Saturday, March 20, 2010

as long as it's free for me?

i've been on the simplesavings mailing list for some time, which mails out a (savings) hint of the week. while i generally skim over most of the suggestions,  a recent one caught my attention because it highlights the truism that nothing's ever really free - it always comes at somebody's expense. sometimes that expense is something we're willing to accept eg. a store/company giving away free samples of their products. sometimes that expense is something we don't (care to) recognise as costing somebody something, eg. winning a lottery, whereby the only way somebody can gain is by other entrants losing. and so similarly for one anonymous person's view on hosting party plans:

It's a sad fact that I've been making my friends spend money, all for my personal gain. For years I invited my friends and family to my party plan nights. There were always great incentives - free products, special hostess gifts and discounts - the rewards were wonderful. It took a while for me to realise though, that my rewards were costing my friends and family money. Essentially, I brought them to my home with the very aim of spending money. Most likely it was on products they didn't need or hadn't thought about before, yet they left sometimes spending hundreds of dollars. Some only bought one low-cost item, probably more out of courtesy, not because they truly needed it.
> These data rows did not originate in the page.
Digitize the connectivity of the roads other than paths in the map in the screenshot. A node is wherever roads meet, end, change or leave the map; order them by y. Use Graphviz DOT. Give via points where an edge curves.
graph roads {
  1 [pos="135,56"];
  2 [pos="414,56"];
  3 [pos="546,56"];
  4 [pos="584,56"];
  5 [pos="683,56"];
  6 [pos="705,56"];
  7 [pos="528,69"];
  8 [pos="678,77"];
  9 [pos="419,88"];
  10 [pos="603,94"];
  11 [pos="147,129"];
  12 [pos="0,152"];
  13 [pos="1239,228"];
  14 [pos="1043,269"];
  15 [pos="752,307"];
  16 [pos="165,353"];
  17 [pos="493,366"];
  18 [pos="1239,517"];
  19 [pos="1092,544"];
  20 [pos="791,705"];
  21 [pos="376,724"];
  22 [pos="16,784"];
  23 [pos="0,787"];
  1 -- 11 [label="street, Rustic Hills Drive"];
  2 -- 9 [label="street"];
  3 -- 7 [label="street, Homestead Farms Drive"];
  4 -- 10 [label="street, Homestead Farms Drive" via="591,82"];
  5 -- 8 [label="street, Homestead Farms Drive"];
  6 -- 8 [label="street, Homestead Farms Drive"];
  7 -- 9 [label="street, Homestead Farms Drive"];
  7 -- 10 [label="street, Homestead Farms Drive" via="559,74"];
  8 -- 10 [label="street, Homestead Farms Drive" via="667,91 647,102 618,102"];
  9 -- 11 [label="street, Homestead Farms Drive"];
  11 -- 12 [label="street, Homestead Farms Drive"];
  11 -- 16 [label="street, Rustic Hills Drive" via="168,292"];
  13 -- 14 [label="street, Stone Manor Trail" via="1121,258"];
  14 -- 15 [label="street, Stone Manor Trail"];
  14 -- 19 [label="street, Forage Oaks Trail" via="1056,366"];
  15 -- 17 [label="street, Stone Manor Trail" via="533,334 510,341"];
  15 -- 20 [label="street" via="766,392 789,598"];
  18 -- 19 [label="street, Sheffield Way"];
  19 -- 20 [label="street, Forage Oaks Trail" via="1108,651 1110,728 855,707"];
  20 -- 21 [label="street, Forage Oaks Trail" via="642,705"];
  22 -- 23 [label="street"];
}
When I thought about it, it's the same as taking my friends into one shop and expecting them to buy as much stuff as possible there, regardless of whether they needed it or not. How could I do that to my friends and family?
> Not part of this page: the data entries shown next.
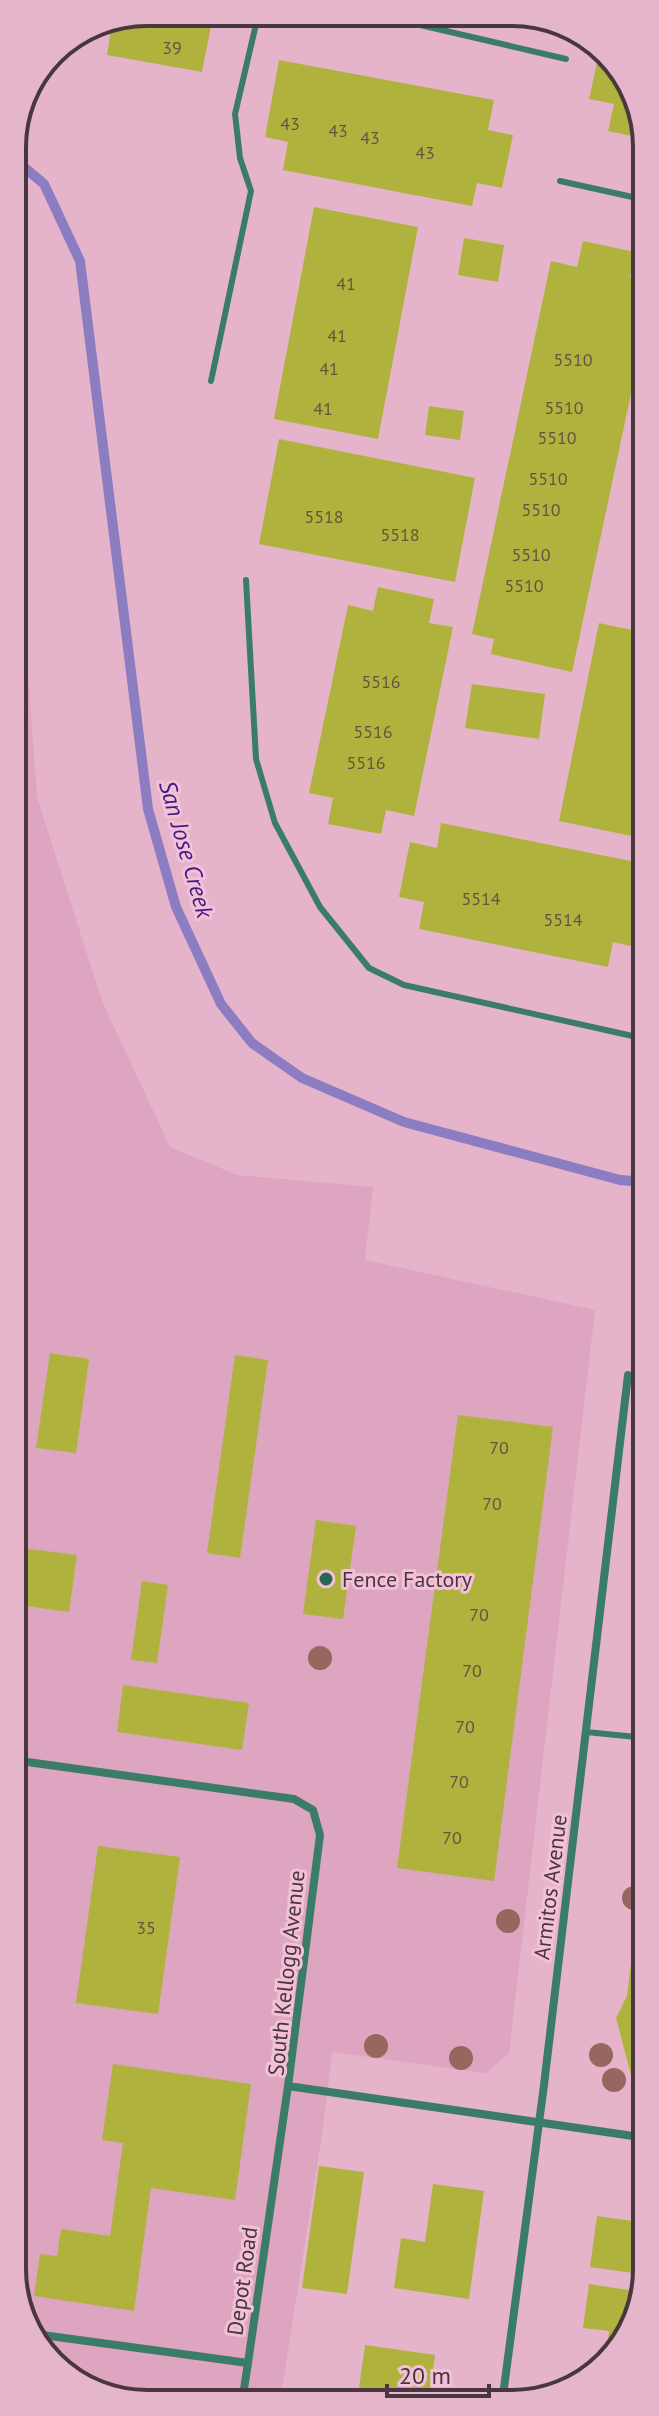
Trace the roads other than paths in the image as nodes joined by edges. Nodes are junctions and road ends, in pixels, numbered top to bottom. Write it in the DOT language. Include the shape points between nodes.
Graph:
graph roads {
  1 [pos="256,26"];
  2 [pos="424,26"];
  3 [pos="566,59"];
  4 [pos="560,181"];
  5 [pos="633,197"];
  6 [pos="211,381"];
  7 [pos="246,580"];
  8 [pos="633,1036"];
  9 [pos="628,1375"];
  10 [pos="586,1732"];
  11 [pos="633,1737"];
  12 [pos="26,1762"];
  13 [pos="288,2086"];
  14 [pos="540,2123"];
  15 [pos="633,2136"];
  16 [pos="46,2335"];
  17 [pos="248,2363"];
  18 [pos="244,2390"];
  19 [pos="504,2390"];
  1 -- 6 [label="lane" via="235,114 240,158 251,191"];
  2 -- 3 [label="lane"];
  4 -- 5 [label="lane"];
  7 -- 8 [label="lane" via="256,759 275,823 320,907 369,968 404,985"];
  9 -- 10 [label="street, Armitos Avenue"];
  10 -- 11 [label="lane"];
  10 -- 14 [label="street, Armitos Avenue"];
  12 -- 13 [label="street, South Kellogg Avenue" via="294,1799 313,1810 320,1835"];
  13 -- 14 [label="street, South Kellogg Avenue"];
  13 -- 17 [label="street, Depot Road"];
  14 -- 15 [label="street, South Kellogg Avenue"];
  14 -- 19 [label="street, Armitos Avenue"];
  16 -- 17 [label="street, Depot Road"];
  17 -- 18 [label="street"];
}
I have changed my ways now and don't host party plan nights any more. If I need something, I shop around for the cheapest price. I'm spending only what I have to (not more because I was offered incentives), I have more money left in my bank and best of all, my friends aren't forced into spending money on things they don't want.
i'm not trying to suggest that party plan or similar things are intrinsically bad, but the motivation that drives one to host such parties is certainly something worth careful thought.